Gabriel Novis Neves nasceu em Cuiabá em 1935. Como muitos cuiabanos, fez curso superior no Rio de Janeiro, especializando-se em Psicologia Médica e Obstetrícia pela Universidade Federal do Rio de Janeiro (antiga Universidade do Brasil). Após voltar para Cuiabá, foi secretário de Educação e primeiro reitor da Universidade Federal de Mato Grosso (1971-82) . Posteriormente, ainda ocupou secretarias importantes, como Casa Civil e Saúde. É um cronista notável e vez em quando seus textos enriquecem o tyrannus

Tenho um verdadeiro fascínio para saber como um adolescente escolhe a sua futura profissão.  Nessa época, ou desde essa época, “ninguém sabe o que quer”.

De há muito existe os famosos testes profissionais, que na prática provaram a sua ineficiência.  Foram terrivelmente ridicularizados quando o médico da seleção brasileira de futebol em 1958 convidou um psicólogo para realizar testes profissionais nos seus jogadores para a Copa do Mundo na Suécia.  Garrincha não tinha aptidão para jogar futebol, revelou o teste!

No meu caso, quando da escolha da minha profissão aos 17 anos, tinha convivência com o comércio e a medicina.  Meu pai me negou a oportunidade de continuar comerciante como ele.  Só me restou a medicina, que conhecia por auxiliar meu avô médico.

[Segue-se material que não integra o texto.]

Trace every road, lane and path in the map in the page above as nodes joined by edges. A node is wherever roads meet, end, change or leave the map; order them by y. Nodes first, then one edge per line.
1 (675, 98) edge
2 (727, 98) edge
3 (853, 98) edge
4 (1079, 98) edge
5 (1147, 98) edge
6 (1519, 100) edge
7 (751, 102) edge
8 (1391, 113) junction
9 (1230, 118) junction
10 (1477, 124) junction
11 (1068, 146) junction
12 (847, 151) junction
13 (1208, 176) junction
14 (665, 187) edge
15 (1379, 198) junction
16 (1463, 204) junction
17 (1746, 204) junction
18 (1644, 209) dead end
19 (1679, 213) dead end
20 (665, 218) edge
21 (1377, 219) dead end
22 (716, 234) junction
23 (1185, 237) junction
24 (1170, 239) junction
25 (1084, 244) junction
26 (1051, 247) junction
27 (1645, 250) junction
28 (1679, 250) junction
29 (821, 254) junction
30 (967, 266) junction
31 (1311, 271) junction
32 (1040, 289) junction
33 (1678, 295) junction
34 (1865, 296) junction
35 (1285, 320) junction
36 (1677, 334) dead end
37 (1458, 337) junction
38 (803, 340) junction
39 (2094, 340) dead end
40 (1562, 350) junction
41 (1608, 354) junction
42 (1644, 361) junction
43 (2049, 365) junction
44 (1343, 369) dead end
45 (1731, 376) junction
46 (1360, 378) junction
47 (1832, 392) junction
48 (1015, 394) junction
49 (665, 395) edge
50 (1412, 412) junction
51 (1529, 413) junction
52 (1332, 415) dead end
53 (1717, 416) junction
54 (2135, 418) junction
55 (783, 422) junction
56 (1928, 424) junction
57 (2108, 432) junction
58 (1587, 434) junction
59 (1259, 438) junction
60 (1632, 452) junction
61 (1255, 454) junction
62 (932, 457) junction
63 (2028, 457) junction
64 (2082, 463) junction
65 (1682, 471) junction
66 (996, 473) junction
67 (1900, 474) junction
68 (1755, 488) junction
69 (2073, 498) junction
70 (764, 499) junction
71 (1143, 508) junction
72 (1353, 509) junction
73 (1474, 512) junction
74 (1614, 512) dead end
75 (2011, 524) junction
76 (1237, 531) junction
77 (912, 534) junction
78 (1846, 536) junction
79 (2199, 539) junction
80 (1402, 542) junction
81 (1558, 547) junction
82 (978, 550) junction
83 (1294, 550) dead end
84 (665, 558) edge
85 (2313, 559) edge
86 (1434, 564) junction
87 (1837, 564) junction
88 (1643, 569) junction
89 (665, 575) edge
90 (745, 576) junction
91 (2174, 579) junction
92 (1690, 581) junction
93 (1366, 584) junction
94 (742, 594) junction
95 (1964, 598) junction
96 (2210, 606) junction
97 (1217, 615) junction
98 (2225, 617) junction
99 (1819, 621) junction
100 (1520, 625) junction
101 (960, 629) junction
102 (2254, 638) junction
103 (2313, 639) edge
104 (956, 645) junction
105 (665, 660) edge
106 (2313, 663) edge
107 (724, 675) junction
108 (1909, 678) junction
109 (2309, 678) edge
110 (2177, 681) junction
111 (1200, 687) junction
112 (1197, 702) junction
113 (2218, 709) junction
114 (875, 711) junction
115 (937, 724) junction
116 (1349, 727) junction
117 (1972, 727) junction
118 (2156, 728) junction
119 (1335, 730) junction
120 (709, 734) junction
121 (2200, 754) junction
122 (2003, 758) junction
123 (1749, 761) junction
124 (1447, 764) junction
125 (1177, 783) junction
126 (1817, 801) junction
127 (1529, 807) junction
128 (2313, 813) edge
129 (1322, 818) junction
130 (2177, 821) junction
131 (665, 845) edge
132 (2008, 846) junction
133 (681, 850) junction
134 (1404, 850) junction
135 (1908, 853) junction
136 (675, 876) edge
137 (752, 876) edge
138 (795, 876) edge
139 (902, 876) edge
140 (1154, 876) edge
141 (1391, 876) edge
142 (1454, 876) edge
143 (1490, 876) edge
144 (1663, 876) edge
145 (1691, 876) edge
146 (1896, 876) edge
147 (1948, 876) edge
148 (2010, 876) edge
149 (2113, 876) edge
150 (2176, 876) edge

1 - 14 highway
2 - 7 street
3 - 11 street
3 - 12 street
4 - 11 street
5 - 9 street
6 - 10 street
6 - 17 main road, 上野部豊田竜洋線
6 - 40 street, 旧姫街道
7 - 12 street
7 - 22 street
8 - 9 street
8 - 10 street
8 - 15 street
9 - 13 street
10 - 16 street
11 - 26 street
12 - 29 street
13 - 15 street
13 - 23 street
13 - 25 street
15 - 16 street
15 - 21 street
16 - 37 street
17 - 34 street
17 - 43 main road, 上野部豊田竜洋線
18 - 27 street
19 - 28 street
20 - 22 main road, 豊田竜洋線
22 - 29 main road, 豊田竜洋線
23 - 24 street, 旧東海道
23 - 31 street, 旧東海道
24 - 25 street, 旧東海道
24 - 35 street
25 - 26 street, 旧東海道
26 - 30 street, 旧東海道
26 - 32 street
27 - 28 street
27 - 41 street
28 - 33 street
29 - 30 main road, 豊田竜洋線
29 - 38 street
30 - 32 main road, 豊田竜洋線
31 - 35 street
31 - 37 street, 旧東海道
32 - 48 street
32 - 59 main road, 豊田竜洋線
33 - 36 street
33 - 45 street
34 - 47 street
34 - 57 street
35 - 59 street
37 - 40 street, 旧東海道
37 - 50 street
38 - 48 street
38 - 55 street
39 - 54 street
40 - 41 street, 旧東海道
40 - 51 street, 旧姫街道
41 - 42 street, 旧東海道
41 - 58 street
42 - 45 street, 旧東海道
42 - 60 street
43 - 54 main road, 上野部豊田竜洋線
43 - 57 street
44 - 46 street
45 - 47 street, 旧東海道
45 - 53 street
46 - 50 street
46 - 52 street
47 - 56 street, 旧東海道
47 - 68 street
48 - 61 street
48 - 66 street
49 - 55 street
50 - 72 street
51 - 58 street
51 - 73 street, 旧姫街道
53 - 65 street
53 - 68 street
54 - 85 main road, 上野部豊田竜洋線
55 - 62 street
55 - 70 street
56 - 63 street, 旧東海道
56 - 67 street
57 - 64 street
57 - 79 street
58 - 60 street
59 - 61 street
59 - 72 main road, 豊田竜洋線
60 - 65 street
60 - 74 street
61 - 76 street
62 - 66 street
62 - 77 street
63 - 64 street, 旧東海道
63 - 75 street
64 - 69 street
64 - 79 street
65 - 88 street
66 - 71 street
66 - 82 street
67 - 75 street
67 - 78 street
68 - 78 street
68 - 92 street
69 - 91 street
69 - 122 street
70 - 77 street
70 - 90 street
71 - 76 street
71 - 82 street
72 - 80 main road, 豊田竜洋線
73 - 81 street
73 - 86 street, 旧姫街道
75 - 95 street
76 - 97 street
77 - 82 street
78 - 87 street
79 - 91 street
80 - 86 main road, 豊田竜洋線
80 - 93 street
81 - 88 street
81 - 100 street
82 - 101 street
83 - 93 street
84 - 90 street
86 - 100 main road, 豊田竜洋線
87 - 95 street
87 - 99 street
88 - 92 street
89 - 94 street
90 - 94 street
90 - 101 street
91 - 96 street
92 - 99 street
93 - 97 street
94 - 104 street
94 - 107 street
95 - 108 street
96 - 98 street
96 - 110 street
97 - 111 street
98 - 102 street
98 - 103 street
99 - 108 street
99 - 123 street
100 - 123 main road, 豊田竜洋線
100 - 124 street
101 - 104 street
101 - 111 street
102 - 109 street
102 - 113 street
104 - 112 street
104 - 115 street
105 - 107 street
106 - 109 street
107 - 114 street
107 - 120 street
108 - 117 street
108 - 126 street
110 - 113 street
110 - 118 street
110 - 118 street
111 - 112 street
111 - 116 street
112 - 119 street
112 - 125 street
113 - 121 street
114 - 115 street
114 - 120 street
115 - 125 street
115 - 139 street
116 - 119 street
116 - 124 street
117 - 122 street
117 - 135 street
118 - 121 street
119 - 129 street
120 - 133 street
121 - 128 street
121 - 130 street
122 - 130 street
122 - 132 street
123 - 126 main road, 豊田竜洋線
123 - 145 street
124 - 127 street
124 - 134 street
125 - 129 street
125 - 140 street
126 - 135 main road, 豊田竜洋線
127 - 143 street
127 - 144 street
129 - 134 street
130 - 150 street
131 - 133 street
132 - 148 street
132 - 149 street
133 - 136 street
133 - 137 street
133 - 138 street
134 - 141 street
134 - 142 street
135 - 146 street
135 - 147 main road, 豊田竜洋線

Mesmo após enfrentar um competitivo vestibular e ser classificado para me tornar médico, confesso que tinha dúvidas se tinha feito a escolha correta.  Isso me atormentou muito até o 4º ano da faculdade.

Com as aulas práticas em hospitais percebi que teria que concluir o curso superior.  Tive lipotimias nas primeiras vezes que entrei no Centro Cirúrgico para assistir aos procedimentos cirúrgicos.  Depois, em mais de meio século, trabalhei nos Centros Cirúrgicos dos hospitais.

Alguns colegas de turma abandonaram o curso antes da sua conclusão.

A verdade é que “ninguém sabe o que faz, ninguém sabe o que quer”.

No decorrer da carreira,  cuja profissão “escolhemos”, quantos não a trocaram por outras atividades jamais pensadas?

“Toda a vida é um sonho”.

Nunca sabemos sobre nossas escolhas,  e quantas vezes esse sonho não é traduzido em pesadelos nos acompanhando pelo resto da vida?  Escolha da profissão é um dos desafios que enfrentamos,  às vezes por toda a nossa vida.

“Dormimos a vida, eternas crianças do Destino”.